Fraudulent conveyance. —
Corporate director’s and majority shareholder’s act of directing the proceeds from the sale of corporate property to be made to them primarily, which was done while the corporation was insolvent and when the shareholder knew that it had at least two judgments against it, was a voluntary act made with the intent to hinder or defraud creditors; thus, such was voided as a fraudulent conveyance. Lawyers Title Ins. Corp. v. P.R.T. Enters., 65 Va. Cir. 271, 2004 Va. Cir. LEXIS 286 (Norfolk July 30, 2004).

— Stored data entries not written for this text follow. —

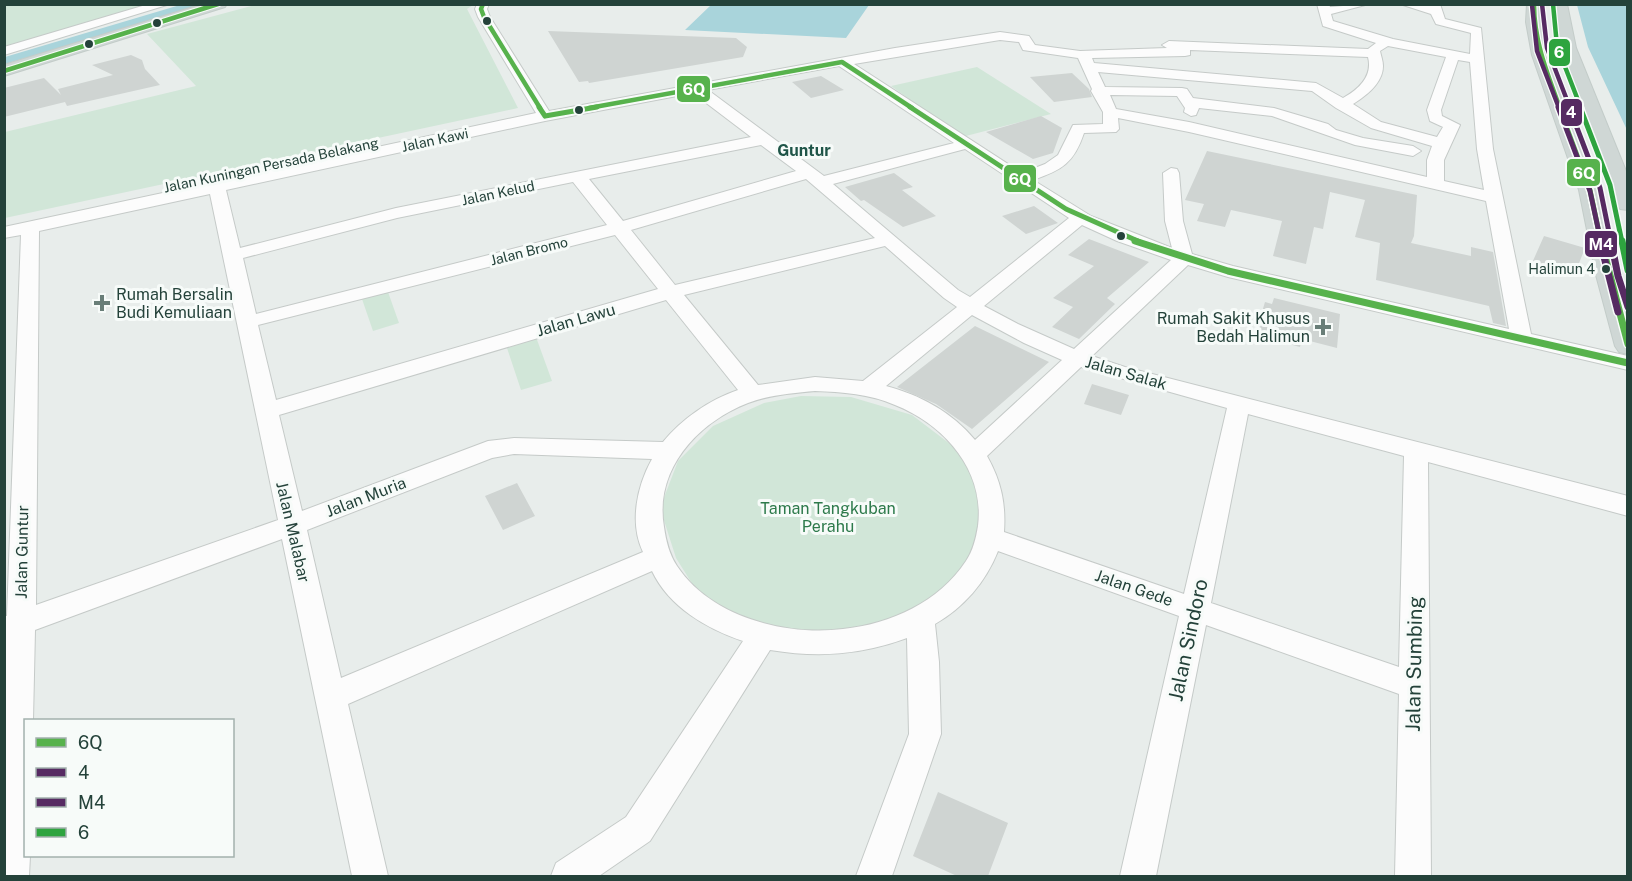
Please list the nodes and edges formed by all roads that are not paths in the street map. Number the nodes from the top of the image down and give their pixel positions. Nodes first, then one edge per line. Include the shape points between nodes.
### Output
1 (164, 4) edge
2 (220, 4) edge
3 (1363, 4) edge
4 (1406, 4) edge
5 (1534, 4) edge
6 (1559, 4) edge
7 (1324, 8) edge
8 (1435, 8) edge
9 (487, 11) edge
10 (1391, 43) junction
11 (4, 51) edge
12 (1135, 52) junction
13 (1185, 52) dead end
14 (1373, 53) junction
15 (1453, 55) junction
16 (1477, 58) junction
17 (1086, 61) junction
18 (842, 62) junction
19 (4, 71) edge
20 (1177, 75) junction
21 (1258, 82) junction
22 (697, 89) junction
23 (1098, 91) junction
24 (1185, 97) junction
25 (1341, 105) junction
26 (541, 111) junction
27 (1110, 112) junction
28 (1274, 112) junction
29 (1356, 112) junction
30 (1189, 127) junction
31 (1323, 127) junction
32 (765, 139) junction
33 (1572, 139) junction
34 (1604, 143) junction
35 (967, 144) junction
36 (1439, 150) junction
37 (1171, 173) dead end
38 (577, 176) junction
39 (815, 178) junction
40 (1019, 178) junction
41 (1436, 183) junction
42 (217, 186) junction
43 (1495, 198) junction
44 (1628, 204) edge
45 (1080, 218) junction
46 (4, 224) edge
47 (30, 227) junction
48 (619, 228) junction
49 (4, 233) edge
50 (888, 240) junction
51 (242, 253) junction
52 (1184, 258) junction
53 (670, 292) junction
54 (971, 306) junction
55 (247, 322) junction
56 (1521, 339) junction
57 (1628, 346) edge
58 (1076, 358) junction
59 (1628, 363) edge
60 (868, 389) junction
61 (753, 394) junction
62 (1239, 404) junction
63 (266, 411) junction
64 (669, 451) junction
65 (1416, 451) junction
66 (974, 454) junction
67 (1628, 506) edge
68 (292, 525) junction
69 (990, 538) junction
70 (658, 557) junction
71 (1194, 609) junction
72 (920, 620) junction
73 (13, 626) edge
74 (763, 636) junction
75 (1413, 685) junction
76 (330, 698) junction
77 (11, 876) edge
78 (370, 876) edge
79 (569, 876) edge
80 (874, 876) edge
81 (1138, 876) edge
82 (1413, 876) edge

1 - 11 street
2 - 19 main road
3 - 7 street
4 - 8 street
5 - 33 main road via 1540,55
6 - 34 main road via 1568,48
7 - 10 street via 1327,23 1332,26
8 - 16 street via 1440,21 1477,31
9 - 26 street
10 - 14 street via 1378,45
10 - 15 street
12 - 13 street
12 - 14 street via 1130,46 1141,44
12 - 17 street via 1087,52
14 - 25 street via 1376,67 1367,86 1356,98
15 - 16 street
15 - 36 street via 1434,110 1435,118 1452,125
16 - 43 street via 1485,148
17 - 18 street, Jalan Kawi via 1033,50 1024,39 1000,36
17 - 20 street
17 - 23 street
18 - 22 street, Jalan Kawi
18 - 35 street
20 - 21 street
20 - 24 street
21 - 25 street via 1316,87
21 - 28 street
22 - 26 street, Jalan Kawi
22 - 32 street, Jalan Salak
23 - 24 street
23 - 27 street
24 - 28 street
24 - 30 street via 1192,108
25 - 29 street
26 - 42 street, Jalan Kawi
26 - 46 street, Jalan Kuningan Persada Belakang
27 - 30 street
27 - 40 street via 1111,129 1078,128 1064,160
28 - 31 street
29 - 31 street
29 - 36 street
30 - 41 street
31 - 36 street via 1361,142
32 - 38 street, Jalan Kelud
32 - 39 street, Jalan Salak
33 - 34 main road
33 - 57 main road via 1590,190
34 - 44 main road
35 - 39 street, Jalan Bromo
35 - 40 street
36 - 41 street via 1433,173
37 - 52 street via 1174,221
38 - 48 street
38 - 51 street, Jalan Kelud via 396,213
39 - 48 street, Jalan Bromo
39 - 50 street, Jalan Salak
40 - 45 street
41 - 43 street
42 - 47 street, Jalan Kawi
42 - 51 street, Jalan Malabar
43 - 56 street
45 - 52 street
45 - 54 street
47 - 49 street, Jalan Kawi
47 - 73 street, Jalan Guntur
48 - 53 street
48 - 55 street, Jalan Bromo
50 - 53 street, Jalan Lawu
50 - 54 street, Jalan Salak via 951,294
51 - 55 street, Jalan Malabar
52 - 56 street
52 - 58 street
53 - 61 street
53 - 63 street, Jalan Lawu
54 - 58 street, Jalan Salak
54 - 60 street
55 - 63 street, Jalan Malabar
56 - 59 street
58 - 62 street, Jalan Salak
58 - 66 street
60 - 61 street via 815,384
60 - 66 street via 929,412
61 - 64 street via 711,413
62 - 65 street, Jalan Salak
62 - 71 street, Jalan Sindoro
63 - 68 street, Jalan Malabar
64 - 68 street, Jalan Muria via 502,447
64 - 70 street via 648,500 649,527
65 - 67 street, Jalan Salak
65 - 75 street, Jalan Sumbing
66 - 69 street via 992,494
68 - 73 street, Jalan Muria
68 - 76 street, Jalan Malabar
69 - 71 street, Jalan Gede
69 - 72 street via 967,583
70 - 74 street via 679,588 695,603 738,628
70 - 76 street
71 - 75 street, Jalan Gede
71 - 81 street, Jalan Sindoro
72 - 74 street via 861,640 806,642
72 - 80 street via 925,734
73 - 77 street, Jalan Guntur
74 - 79 street via 638,829
75 - 82 street, Jalan Sumbing
76 - 78 street, Jalan Malabar

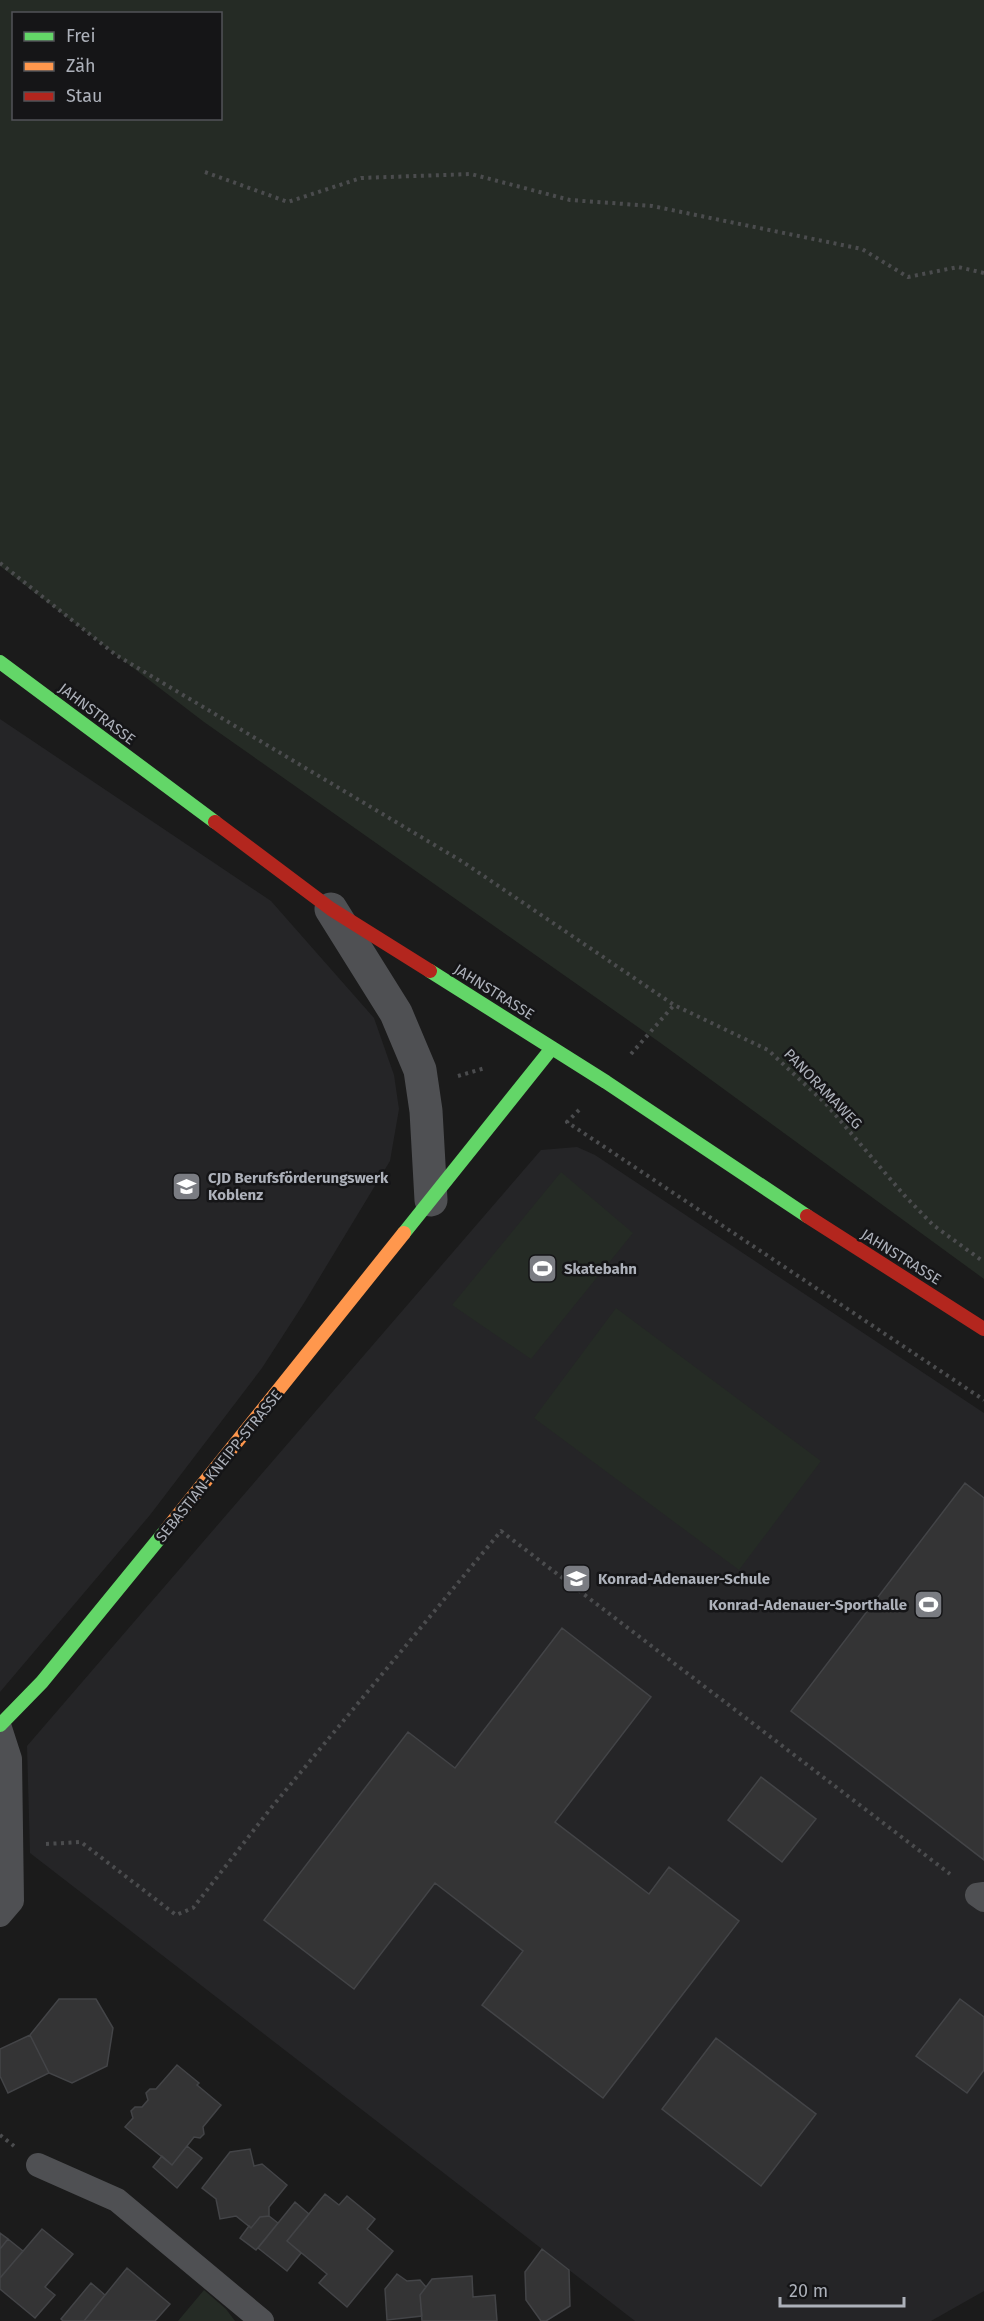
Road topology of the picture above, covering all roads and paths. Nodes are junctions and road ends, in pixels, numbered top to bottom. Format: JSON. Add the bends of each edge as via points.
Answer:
{"nodes":[{"id":1,"x":206,"y":172,"type":"dead end"},
{"id":2,"x":984,"y":273,"type":"edge"},
{"id":3,"x":0,"y":563,"type":"edge"},
{"id":4,"x":0,"y":662,"type":"edge"},
{"id":5,"x":331,"y":909,"type":"junction"},
{"id":6,"x":674,"y":1005,"type":"junction"},
{"id":7,"x":552,"y":1048,"type":"junction"},
{"id":8,"x":606,"y":1082,"type":"junction"},
{"id":9,"x":431,"y":1200,"type":"junction"},
{"id":10,"x":984,"y":1262,"type":"edge"},
{"id":11,"x":984,"y":1329,"type":"edge"},
{"id":12,"x":984,"y":1400,"type":"edge"},
{"id":13,"x":0,"y":1727,"type":"edge"},
{"id":14,"x":35,"y":1845,"type":"dead end"},
{"id":15,"x":982,"y":1896,"type":"edge"},
{"id":16,"x":0,"y":1915,"type":"edge"},
{"id":17,"x":38,"y":2165,"type":"dead end"},
{"id":18,"x":261,"y":2321,"type":"edge"}],
"edges":[{"from":1,"to":2,"type":"path","via":[[288,202],[361,178],[471,174],[570,200],[652,206],[862,249],[908,277],[958,267]]},
{"from":3,"to":6,"type":"path","name":"PANORAMAWEG","via":[[116,655],[463,862]]},
{"from":4,"to":5,"type":"street","name":"JAHNSTRASSE"},
{"from":5,"to":7,"type":"street","name":"JAHNSTRASSE"},
{"from":5,"to":9,"type":"street","via":[[396,1012],[420,1070]]},
{"from":6,"to":8,"type":"path"},
{"from":6,"to":10,"type":"path","name":"PANORAMAWEG","via":[[768,1050],[826,1104],[933,1225]]},
{"from":7,"to":8,"type":"street","name":"JAHNSTRASSE"},
{"from":7,"to":9,"type":"street","name":"SEBASTIAN-KNEIPP-STRASSE"},
{"from":8,"to":11,"type":"street","name":"JAHNSTRASSE"},
{"from":8,"to":12,"type":"path","via":[[567,1122]]},
{"from":9,"to":13,"type":"street","name":"SEBASTIAN-KNEIPP-STRASSE","via":[[130,1576]]},
{"from":13,"to":16,"type":"lane","via":[[10,1759],[12,1901]]},
{"from":14,"to":15,"type":"path","via":[[81,1842],[176,1915],[193,1908],[501,1531]]},
{"from":17,"to":18,"type":"lane","via":[[117,2200]]}]}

Judgment creditor proved a prima facie case for fraudulent conveyance because numerous transfers supported judgment in its favor in that they encompassed “badges of fraud” and otherwise met the elements of the claim; the evidence produced by a seller, purchaser, and lender was insufficient to outweigh the prima facie case the judgment creditor established or even leave the evidence in a state of equipoise. Westwood Bldgs. Ltd. P'ship v. Grayson, 96 Va. Cir. 312, 2017 Va. Cir. LEXIS 166 (Fairfax County Sept. 8, 2017), vacated, rev'd, 300 Va. 25 , 859 S.E.2d 651, 2021 Va. LEXIS 71 (2021).
Badges of fraud. —
Although the Commonwealth failed to prove that a taxpayer was insolvent when the taxpayer transferred property to his girlfriend as required by § 55-81, the Commonwealth presented badges of fraud that the taxpayer did not rebut; therefore, the conveyance was fraudulent and void under this section. Dep't of Taxation v. Nicolet, 62 Va. Cir. 372, 2003 Va. Cir. LEXIS 281 (Richmond July 31, 2003).
Record did no support a finding of “badges of fraud” against corporations because one corporation did not appear to have been involved in any transactions; although the other corporation succeeded to the assets of a law center, because it could not be determined with specificity the reachable amount of those assets at the time of transfer, the claim against that corporation failed. Westwood Bldgs. Ltd. P'ship v. Grayson, 96 Va. Cir. 312, 2017 Va. Cir. LEXIS 166 (Fairfax County Sept. 8, 2017), vacated, rev'd, 300 Va. 25 , 859 S.E.2d 651, 2021 Va. LEXIS 71 (2021).
Record supported a finding of one or more “badges of fraud” because there was pursuit of the transferor or threat of litigation by its creditors at the time of the transfer and lack of or gross inadequacy of consideration for the conveyance, among others; from the first day of its operation, a purchaser was insolvent, and its insolvency allowed a business associate to determine which creditors were to be paid. Westwood Bldgs. Ltd. P'ship v. Grayson, 96 Va. Cir. 312, 2017 Va. Cir. LEXIS 166 (Fairfax County Sept. 8, 2017), vacated, rev'd, 300 Va. 25 , 859 S.E.2d 651, 2021 Va. LEXIS 71 (2021).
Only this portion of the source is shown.